*EXERCISE AIM:* Without changing anything, copy out each entry.

Stored data entries
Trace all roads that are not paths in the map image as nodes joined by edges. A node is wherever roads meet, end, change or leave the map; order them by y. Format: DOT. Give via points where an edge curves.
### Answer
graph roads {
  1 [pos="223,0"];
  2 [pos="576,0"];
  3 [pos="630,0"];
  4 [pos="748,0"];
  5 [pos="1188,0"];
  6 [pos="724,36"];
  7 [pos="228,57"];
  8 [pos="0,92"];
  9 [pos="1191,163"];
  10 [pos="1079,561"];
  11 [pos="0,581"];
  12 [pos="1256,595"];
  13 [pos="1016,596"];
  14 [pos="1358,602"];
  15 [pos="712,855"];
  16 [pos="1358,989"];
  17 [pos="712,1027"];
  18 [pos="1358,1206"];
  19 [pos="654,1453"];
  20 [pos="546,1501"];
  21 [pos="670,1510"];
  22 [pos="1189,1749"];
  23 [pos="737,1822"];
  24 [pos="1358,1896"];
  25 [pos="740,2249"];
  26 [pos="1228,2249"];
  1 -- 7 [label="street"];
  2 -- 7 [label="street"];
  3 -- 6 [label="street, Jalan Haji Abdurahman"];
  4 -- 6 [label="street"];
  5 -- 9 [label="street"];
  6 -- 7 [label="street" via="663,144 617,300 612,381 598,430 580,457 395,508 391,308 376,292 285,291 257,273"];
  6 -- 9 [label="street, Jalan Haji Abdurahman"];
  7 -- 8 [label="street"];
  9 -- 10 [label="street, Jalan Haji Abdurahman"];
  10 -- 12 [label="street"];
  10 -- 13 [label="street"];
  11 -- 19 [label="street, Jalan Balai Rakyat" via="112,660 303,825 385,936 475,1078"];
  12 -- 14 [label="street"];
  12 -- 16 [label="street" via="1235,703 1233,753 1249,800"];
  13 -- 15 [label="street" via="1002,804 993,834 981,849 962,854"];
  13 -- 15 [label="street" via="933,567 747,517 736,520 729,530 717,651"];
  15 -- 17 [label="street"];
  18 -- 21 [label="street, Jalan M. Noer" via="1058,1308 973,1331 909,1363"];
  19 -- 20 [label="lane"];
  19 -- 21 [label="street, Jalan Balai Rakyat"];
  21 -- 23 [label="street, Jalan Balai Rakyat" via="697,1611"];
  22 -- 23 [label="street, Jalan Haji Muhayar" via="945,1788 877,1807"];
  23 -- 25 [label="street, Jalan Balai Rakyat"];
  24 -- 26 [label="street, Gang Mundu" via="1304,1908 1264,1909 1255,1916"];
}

*EXERCISE SOLUTION:*
Trace all roads that are not paths in the map image as nodes joined by edges. A node is wherever roads meet, end, change or leave the map; order them by y. Format: DOT. Give via points where an edge curves.
### Answer
graph roads {
  1 [pos="223,0"];
  2 [pos="576,0"];
  3 [pos="630,0"];
  4 [pos="748,0"];
  5 [pos="1188,0"];
  6 [pos="724,36"];
  7 [pos="228,57"];
  8 [pos="0,92"];
  9 [pos="1191,163"];
  10 [pos="1079,561"];
  11 [pos="0,581"];
  12 [pos="1256,595"];
  13 [pos="1016,596"];
  14 [pos="1358,602"];
  15 [pos="712,855"];
  16 [pos="1358,989"];
  17 [pos="712,1027"];
  18 [pos="1358,1206"];
  19 [pos="654,1453"];
  20 [pos="546,1501"];
  21 [pos="670,1510"];
  22 [pos="1189,1749"];
  23 [pos="737,1822"];
  24 [pos="1358,1896"];
  25 [pos="740,2249"];
  26 [pos="1228,2249"];
  1 -- 7 [label="street"];
  2 -- 7 [label="street"];
  3 -- 6 [label="street, Jalan Haji Abdurahman"];
  4 -- 6 [label="street"];
  5 -- 9 [label="street"];
  6 -- 7 [label="street" via="663,144 617,300 612,381 598,430 580,457 395,508 391,308 376,292 285,291 257,273"];
  6 -- 9 [label="street, Jalan Haji Abdurahman"];
  7 -- 8 [label="street"];
  9 -- 10 [label="street, Jalan Haji Abdurahman"];
  10 -- 12 [label="street"];
  10 -- 13 [label="street"];
  11 -- 19 [label="street, Jalan Balai Rakyat" via="112,660 303,825 385,936 475,1078"];
  12 -- 14 [label="street"];
  12 -- 16 [label="street" via="1235,703 1233,753 1249,800"];
  13 -- 15 [label="street" via="1002,804 993,834 981,849 962,854"];
  13 -- 15 [label="street" via="933,567 747,517 736,520 729,530 717,651"];
  15 -- 17 [label="street"];
  18 -- 21 [label="street, Jalan M. Noer" via="1058,1308 973,1331 909,1363"];
  19 -- 20 [label="lane"];
  19 -- 21 [label="street, Jalan Balai Rakyat"];
  21 -- 23 [label="street, Jalan Balai Rakyat" via="697,1611"];
  22 -- 23 [label="street, Jalan Haji Muhayar" via="945,1788 877,1807"];
  23 -- 25 [label="street, Jalan Balai Rakyat"];
  24 -- 26 [label="street, Gang Mundu" via="1304,1908 1264,1909 1255,1916"];
}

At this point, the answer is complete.